**TASK STATEMENT**
Leave every picture out, and retype all the remaining records exactly.

┄┄┄┄┄┄┄┄┄┄

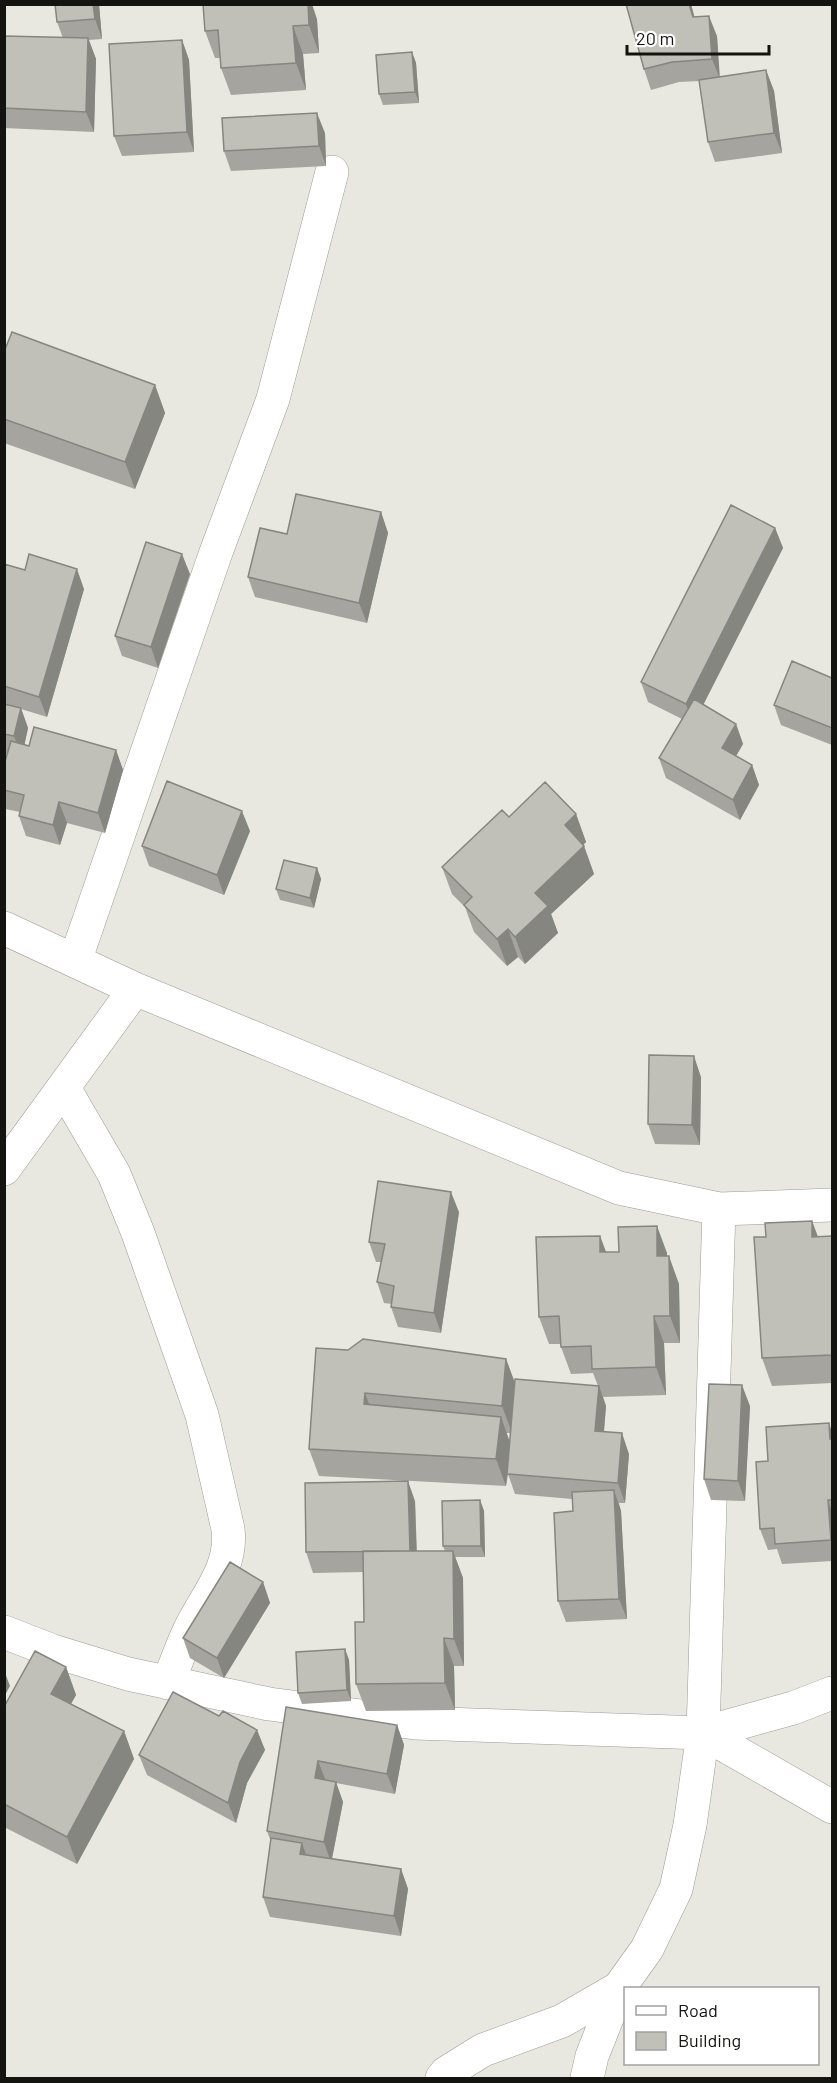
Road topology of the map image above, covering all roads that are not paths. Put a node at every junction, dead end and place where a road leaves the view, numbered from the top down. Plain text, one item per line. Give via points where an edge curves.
1 (332, 172) dead end
2 (4, 928) edge
3 (75, 961) junction
4 (135, 989) junction
5 (64, 1088) junction
6 (4, 1169) edge
7 (832, 1205) edge
8 (718, 1209) junction
9 (4, 1632) edge
10 (168, 1683) junction
11 (832, 1693) edge
12 (703, 1733) junction
13 (832, 1807) edge
14 (619, 1988) junction
15 (442, 2079) edge
16 (587, 2079) edge

1 - 3 street via 273,399
2 - 3 street
3 - 4 street
4 - 5 street
4 - 8 street via 620,1188
5 - 6 street
5 - 10 street via 114,1174 138,1233 202,1414 228,1529 230,1546 223,1570 189,1630
7 - 8 street
8 - 12 street
9 - 10 street via 87,1662
10 - 12 street via 269,1704 415,1723
11 - 12 street
12 - 13 street
12 - 14 street via 676,1889 647,1949
14 - 15 street via 562,2021 483,2050
14 - 16 street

┄┄┄┄┄┄┄┄┄┄

**ANSWER FOR THE TASK**
Road topology of the map image above, covering all roads that are not paths. Put a node at every junction, dead end and place where a road leaves the view, numbered from the top down. Plain text, one item per line. Give via points where an edge curves.
1 (332, 172) dead end
2 (4, 928) edge
3 (75, 961) junction
4 (135, 989) junction
5 (64, 1088) junction
6 (4, 1169) edge
7 (832, 1205) edge
8 (718, 1209) junction
9 (4, 1632) edge
10 (168, 1683) junction
11 (832, 1693) edge
12 (703, 1733) junction
13 (832, 1807) edge
14 (619, 1988) junction
15 (442, 2079) edge
16 (587, 2079) edge

1 - 3 street via 273,399
2 - 3 street
3 - 4 street
4 - 5 street
4 - 8 street via 620,1188
5 - 6 street
5 - 10 street via 114,1174 138,1233 202,1414 228,1529 230,1546 223,1570 189,1630
7 - 8 street
8 - 12 street
9 - 10 street via 87,1662
10 - 12 street via 269,1704 415,1723
11 - 12 street
12 - 13 street
12 - 14 street via 676,1889 647,1949
14 - 15 street via 562,2021 483,2050
14 - 16 street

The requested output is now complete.